Ощутив внезапную слабость в ногах, Петрок вошел в хату. На месте отодвинутого в сторону стола уже стояла собранная блестящая кровать с узлом белья на сетке; с другой кроватью возился молодой, болезненный с виду немчик. Очевидно, у них появилось к Петроку какое-то дело, и офицер, широко расставив на полу ноги, уставился на него, дожидаясь, когда тот подойдет ближе. Их взгляды встретились, и сердце у Петрока недобро встрепенулось от предчувствуя близкой беды.
— Вас ист дас? — со скрытой угрозой спросил офицер, ткнув пальцем куда-то в стену, оклеенную порыжелыми, местами продранными газетами. Едва взглянув туда, Петрок помертвел от страха — в простенке, где обычно висел кожух, темнел газетный снимок первомайского праздника в Москве, на нем явственно виднелось поблекшее лицо Сталина. — Вас ист дас? — повторил немец.
Петрок все понял и молчал — что тут можно было сказать? Он только тихо про себя выругался — надо же было так влопаться! Терли пол, стол, скамьи, прибирали в углах, а на стены не взглянули ни разу. И теперь вот расплата…
— Сталин, паночку, — запавшим голосом наконец выдавил он из себя, готовый принять наказание.
— Сталин карашо?
— Ну, знаете?.. Мы люди простые… Кому хорошо, кому не очень… — попытался выкрутиться Петрок, думая про себя: чтоб тебя молния сразила, чего ты ко мне вяжешься? Взгляд, однако, он не отрывал от офицера, стараясь понять, что будет дальше, какая его ждет кара. В темных глазах того мелькнула гневная строгость, хотя твердое чернявое лицо оставалось прежним, невозмутимо-спокойным. Но вот рука его потянулась к ремню на поясе, где возле пряжки топырилась кожаная кобура. Петрок как загипнотизированный не мог оторвать взгляда от этой руки, которая уже вытаскивала из кобуры черный небольшой пистолет с коротким тупым стволом.
«Ну, все! — уныло подумал Петрок. — Как несуразно, однако… Хотя бы что сказать Степаниде…»

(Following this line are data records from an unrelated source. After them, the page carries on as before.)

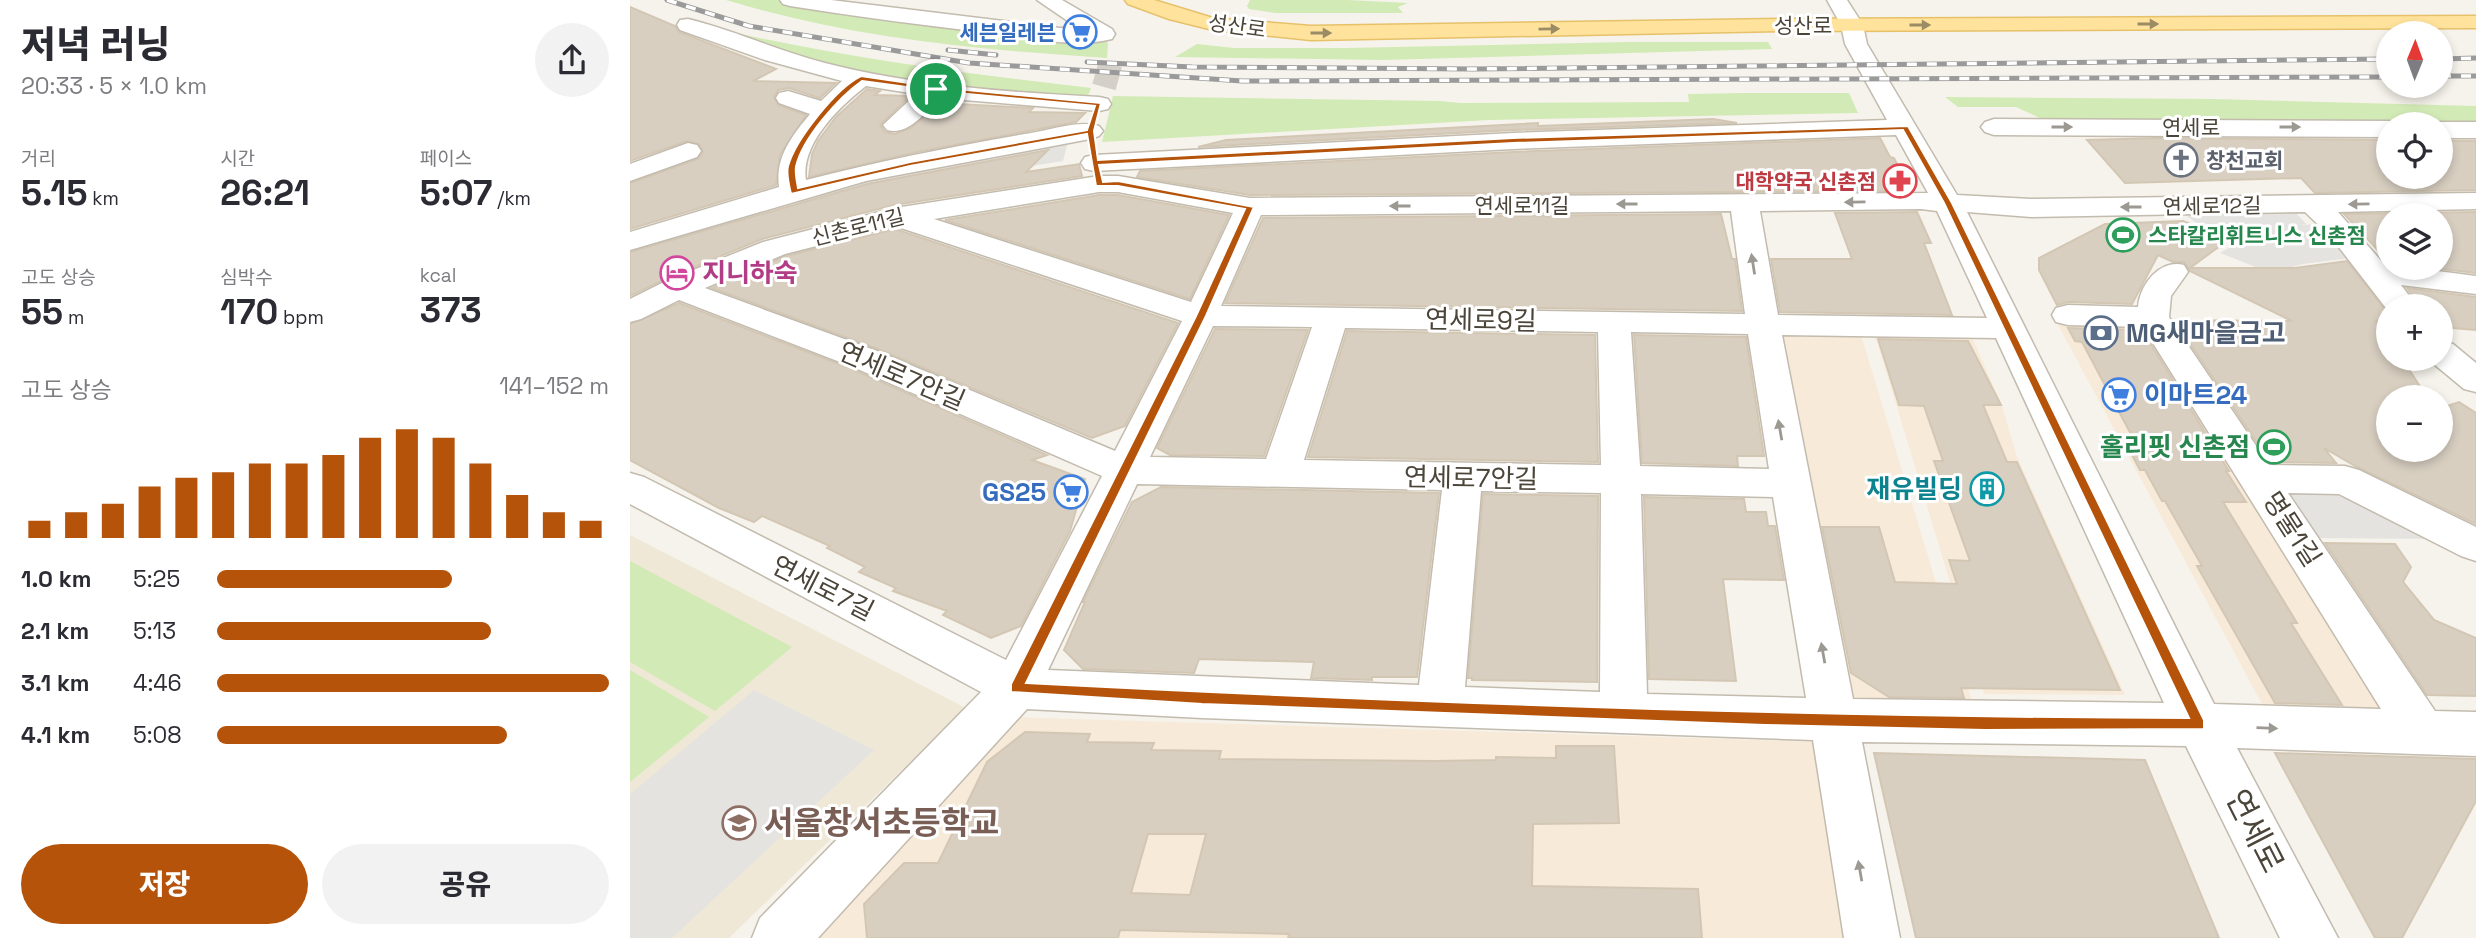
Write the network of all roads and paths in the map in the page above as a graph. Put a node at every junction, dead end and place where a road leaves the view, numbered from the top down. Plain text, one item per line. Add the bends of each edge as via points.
1 (790, 0) edge
2 (1047, 0) edge
3 (1135, 0) edge
4 (1201, 0) edge
5 (1837, 0) edge
6 (1231, 4) dead end
7 (2476, 22) edge
8 (688, 25) dead end
9 (1852, 25) junction
10 (1253, 30) junction
11 (1104, 34) junction
12 (1884, 44) dead end
13 (1112, 58) tunnel mouth
14 (861, 78) junction
15 (936, 89) junction
16 (1914, 95) dead end
17 (788, 98) dead end
18 (826, 111) junction
19 (896, 125) dead end
20 (1994, 127) dead end
21 (1896, 128) junction
22 (2376, 129) edge
23 (2453, 130) edge
24 (2476, 130) edge
25 (1090, 131) junction
26 (688, 151) dead end
27 (630, 173) edge
28 (1097, 173) junction
29 (794, 192) junction
30 (2476, 201) edge
31 (1744, 203) junction
32 (1948, 203) junction
33 (2314, 205) junction
34 (1250, 207) junction
35 (895, 216) junction
36 (630, 242) edge
37 (2173, 272) dead end
38 (2374, 272) junction
39 (2476, 285) edge
40 (677, 288) junction
41 (2391, 294) edge
42 (630, 312) edge
43 (2068, 315) dead end
44 (1201, 316) junction
45 (2153, 317) junction
46 (1332, 318) junction
47 (1614, 322) junction
48 (1762, 324) junction
49 (2006, 328) junction
50 (1124, 470) junction
51 (1280, 474) junction
52 (1462, 478) junction
53 (2260, 479) junction
54 (1621, 482) junction
55 (1789, 483) junction
56 (630, 487) edge
57 (2476, 545) edge
58 (1016, 688) junction
59 (1440, 706) junction
60 (1624, 714) junction
61 (1835, 720) junction
62 (2199, 725) junction
63 (2422, 733) junction
64 (2476, 734) edge
65 (780, 938) edge
66 (1872, 938) edge
67 (2310, 938) edge

1 - 11 street via 1060,35
2 - 11 street
3 - 4 main road
3 - 10 main road, 성산로 via 1196,21
5 - 9 street, 연세로
6 - 10 main road
9 -> 7 main road, 성산로
8 - 14 street via 769,54
10 -> 9 main road, 성산로 via 1331,33
9 - 12 street, 연세로
9 - 21 street, 연세로 via 1856,44 1889,104
11 - 13 street via 1114,43
14 - 15 street
14 - 18 street
15 - 19 street
15 - 25 street via 1101,96
16 - 32 street, 연세로 via 1922,127 1948,181
17 - 18 street
18 - 29 street via 794,158
20 -> 22 street, 연세로
21 - 28 street via 1513,141
21 - 32 street, 연세로
23 - 24 street
25 - 28 street
25 - 29 street via 910,164
26 - 27 street
28 - 34 street, 연세로11길 via 1118,184
28 - 35 street, 신촌로11길
29 - 36 street
30 -> 33 street, 연세로12길
32 -> 31 street, 연세로11길
31 -> 34 street, 연세로11길
48 -> 31 street
33 -> 32 street, 연세로12길 via 2031,208
32 - 49 street, 연세로
33 - 38 street
34 - 44 street
35 - 40 street, 신촌로11길 via 774,248
35 - 44 street, 연세로9길
37 - 45 street via 2155,295
38 - 39 street
38 - 41 street
40 - 42 street, 신촌로11길
40 - 50 street, 연세로7안길 via 865,359
43 - 45 street
44 - 46 street, 연세로9길
44 - 50 street
45 - 53 street, 명물1길
46 - 47 street, 연세로9길
46 - 51 street
47 - 48 street, 연세로9길
47 - 54 street
48 - 49 street, 연세로9길
55 -> 48 street
49 - 62 street, 연세로
50 - 51 street, 연세로7안길
50 - 58 street
51 - 52 street, 연세로7안길
52 - 54 street, 연세로7안길
52 - 59 street
53 - 57 street via 2345,480
53 - 63 street, 명물1길
54 - 55 street, 연세로7안길
54 - 60 street
61 -> 55 street
56 - 58 street, 연세로7길
58 - 59 street, 연세로7길
58 - 65 street
59 - 60 street, 연세로7길
60 - 61 street, 연세로7길
61 - 62 street, 연세로7길
66 -> 61 street
62 -> 63 street
62 - 67 street, 연세로
63 - 64 street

С прежнею неторопливостью немец передернул пистолет, который дважды костяно щелкнул, и рука его начала подниматься. «Сейчас пальнет!» — подумал Петрок и уже сложил пальцы, чтобы перекреститься напоследок, но тут офицер на секунду замер, и в избе оглушительно грохнуло, Петрока качнуло в сторону от испуга, вокруг завоняло порохом, и синий дымок из ствола медленно поплыл к окну. В стене на середине снимка появилось черное пятнышко. Чтобы не опоздать, Петрок загодя торопливо перекрестился, готовый к наихудшему.

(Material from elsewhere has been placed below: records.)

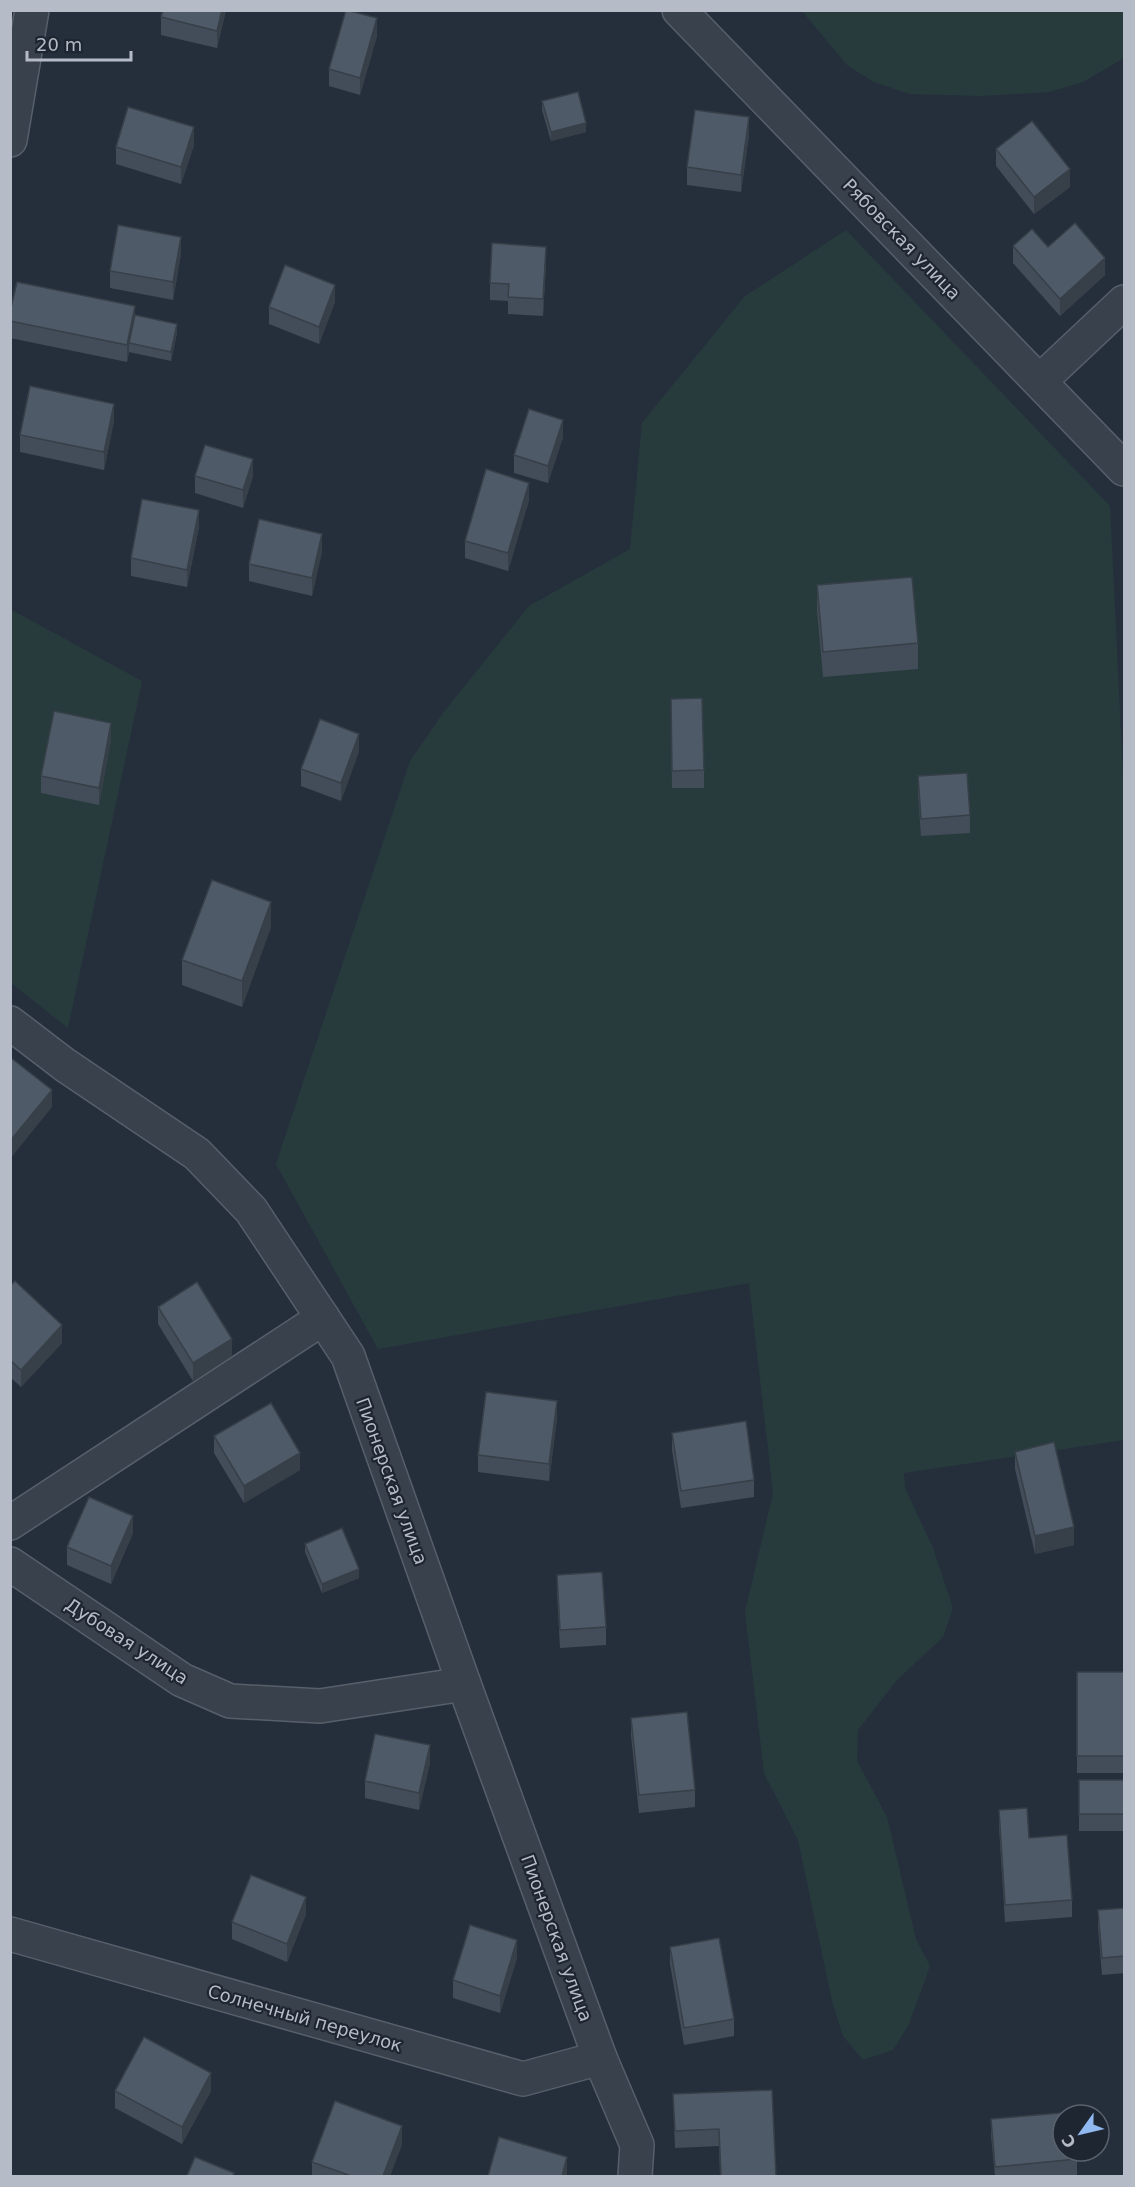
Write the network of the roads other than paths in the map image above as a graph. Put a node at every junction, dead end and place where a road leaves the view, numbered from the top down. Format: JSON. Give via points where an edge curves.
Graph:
{"nodes":[{"id":1,"x":32,"y":10,"type":"edge"},
{"id":2,"x":679,"y":10,"type":"edge"},
{"id":3,"x":10,"y":140,"type":"edge"},
{"id":4,"x":1125,"y":302,"type":"edge"},
{"id":5,"x":1040,"y":381,"type":"junction"},
{"id":6,"x":1125,"y":469,"type":"edge"},
{"id":7,"x":10,"y":1023,"type":"edge"},
{"id":8,"x":323,"y":1318,"type":"junction"},
{"id":9,"x":10,"y":1523,"type":"edge"},
{"id":10,"x":10,"y":1564,"type":"edge"},
{"id":11,"x":464,"y":1684,"type":"junction"},
{"id":12,"x":10,"y":1934,"type":"edge"},
{"id":13,"x":600,"y":2058,"type":"junction"},
{"id":14,"x":635,"y":2176,"type":"edge"}],
"edges":[{"from":1,"to":3,"type":"street"},
{"from":2,"to":5,"type":"street","name":"Рябовская улица"},
{"from":4,"to":5,"type":"street"},
{"from":5,"to":6,"type":"street","name":"Рябовская улица"},
{"from":7,"to":8,"type":"street","name":"Пионерская улица","via":[[197,1154],[251,1210]]},
{"from":8,"to":9,"type":"street"},
{"from":8,"to":11,"type":"street","name":"Пионерская улица","via":[[348,1356]]},
{"from":10,"to":11,"type":"street","name":"Дубовая улица","via":[[182,1680],[230,1701],[320,1706]]},
{"from":11,"to":13,"type":"street","name":"Пионерская улица"},
{"from":12,"to":13,"type":"street","name":"Солнечный переулок","via":[[523,2079]]},
{"from":13,"to":14,"type":"street","name":"Пионерская улица","via":[[637,2145]]}]}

— Капут! — холодно бросил немец и, дунув в ствол пистолета, сунул его в кобуру. Лицо его снова не выражало ничего, глаза холодно глядели из-под широкого козырька-копыта. Сам не свой от страха, Петрок стоял у простенка, пока фельдфебель не очень сильно, но твердо не подтолкнул его к двери.
— Вэк!
Шатко переступив порог и едва передвигая отяжелевшие ноги, Петрок побрел в истопку. В пыльном ее полумраке остолбенело застыла Степанида, и Петрок обессиленно прислонился к ее плечу.

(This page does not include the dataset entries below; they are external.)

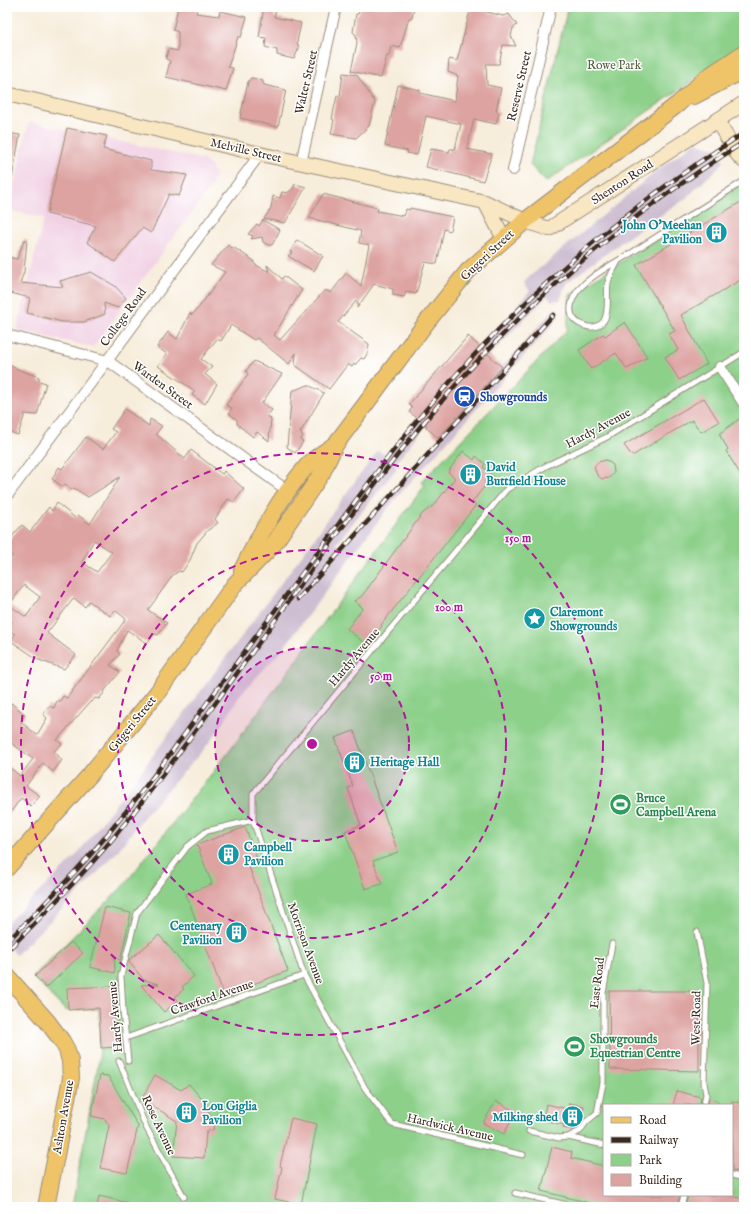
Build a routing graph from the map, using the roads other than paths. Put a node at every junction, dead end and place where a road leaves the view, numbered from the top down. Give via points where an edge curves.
1 (336, 7) edge
2 (551, 7) edge
3 (744, 53) edge
4 (744, 70) edge
5 (7, 94) edge
6 (744, 103) edge
7 (678, 104) junction
8 (717, 121) junction
9 (260, 154) junction
10 (743, 160) edge
11 (300, 163) junction
12 (513, 170) dead end
13 (744, 181) edge
14 (485, 202) junction
15 (525, 221) junction
16 (504, 239) junction
17 (618, 261) junction
18 (7, 335) edge
19 (744, 352) edge
20 (108, 360) junction
21 (720, 367) junction
22 (744, 404) edge
23 (335, 445) junction
24 (288, 491) junction
25 (7, 496) edge
26 (235, 584) junction
27 (253, 820) junction
28 (13, 858) edge
29 (7, 868) edge
30 (696, 932) dead end
31 (612, 944) dead end
32 (304, 975) junction
33 (9, 979) edge
34 (126, 1038) junction
35 (119, 1061) dead end
36 (128, 1061) dead end
37 (365, 1088) joint
38 (704, 1104) edge
39 (529, 1131) dead end
40 (568, 1137) junction
41 (603, 1146) edge
42 (524, 1154) dead end
43 (733, 1175) edge
44 (744, 1178) edge
45 (515, 1193) dead end
46 (684, 1196) edge
47 (184, 1197) dead end
48 (46, 1207) edge
49 (576, 1207) edge
50 (681, 1207) edge

1 - 11 street, Walter Street
2 - 12 street, Reserve Street
3 - 7 main road, Gugeri Street via 706,78
4 - 7 main road, Gugeri Street
5 - 9 street, Melville Street
6 - 8 street, Shenton Road
7 - 15 main road, Gugeri Street
8 - 10 street
8 - 15 street, Shenton Road via 549,229
9 - 11 street, Melville Street
9 - 20 street, College Road
11 - 14 street, Melville Street
13 - 17 lane
14 - 15 street, Melville Street
14 - 16 street
15 - 16 main road, Gugeri Street
16 - 23 main road, Gugeri Street via 468,271
17 - 17 lane via 608,282 607,311 602,324 589,328 576,322 572,317 571,305 575,294 588,281
18 - 20 street, Warden Street
19 - 21 lane, Hardy Avenue
20 - 24 street, Warden Street
20 - 25 street, College Road
21 - 22 street
21 - 27 lane, Hardy Avenue via 607,437 546,466 507,489 253,794
23 - 24 main road, Gugeri Street via 308,465
23 - 26 main road, Gugeri Street via 322,474 273,546
24 - 26 main road, Gugeri Street via 259,537
26 - 28 main road, Gugeri Street via 157,693 88,777
27 - 32 lane, Morrison Avenue
27 - 34 lane, Hardy Avenue via 207,831 187,847 137,913 121,976
28 - 29 main road, Gugeri Street
30 - 38 lane, West Road via 707,984
31 - 40 lane, East Road via 603,992 603,1083 597,1113 580,1130
32 - 34 lane, Crawford Avenue
32 - 37 lane, Morrison Avenue
33 - 48 main road, Ashton Avenue via 62,1041 70,1061 71,1078
34 - 36 lane, Hardy Avenue
35 - 47 lane, Rose Avenue via 146,1126
37 - 42 lane, Hardwick Avenue via 392,1124
39 - 40 lane via 559,1138
40 - 41 lane
43 - 44 lane
45 - 49 lane
46 - 50 lane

— Тихо, баба! Их власть, что сделаешь…
— Власть, чтоб они подавились…
Пол мыли холодной водой — хорошо, что в бадье ее было запасено с ночи, к колодцу теперь не подступиться. Петрок не хотел туда и подходить, Степанида тоже. Она старательно терла веником пол, мыла скамьи, скребла ножом длинный и старый стол, сметала с подоконников. Петрок прибирал в сенях, выносил всякую рухлядь в истопку или под поветь, на завалинку, забросил на чердак паклю. Наверно, никогда еще это жилище не знало таких забот, даже перед праздником его не убирали так тщательно, как теперь по принуждению, и Петрок думал: кто знает, как все это понравится немцам? А вдруг не угодишь чем-либо, что тогда будет?
Тем временем возле колодца доваривался обед, дым из кухни почти перестал идти, пар тоже кончался, круглая крышка кухни была неплотно прикрыта, и во дворе пахло жареным луком, салом, которыми немцы приправляли суп. Озлобленно-молчаливый повар вертелся там как заведенный, кажется, не присел ни разу; после короткой стычки с ним уныло топтался возле стола присмиревший Карла. Но вот долговязый остановился, вынул из брючного кармашка часы на блестящей цепочке и что-то проговорил помощнику. Петрок помалу прибирал в сенях, все время наблюдая за ними и невольно сочувствуя добряку Карле. Судя по всему, тому попало от старшего, иначе бы он так подчеркнуто безразлично не отворачивался от Петрока, когда тот выходил на ступеньки, заметал у порога. Он еще не кончил подметать, а с большака донесся нутряной гул, и знакомая, с брезентовым верхом машина, покачиваясь на колдобинах, свернула к усадьбе. Петрок с веником в руках бросился в сени.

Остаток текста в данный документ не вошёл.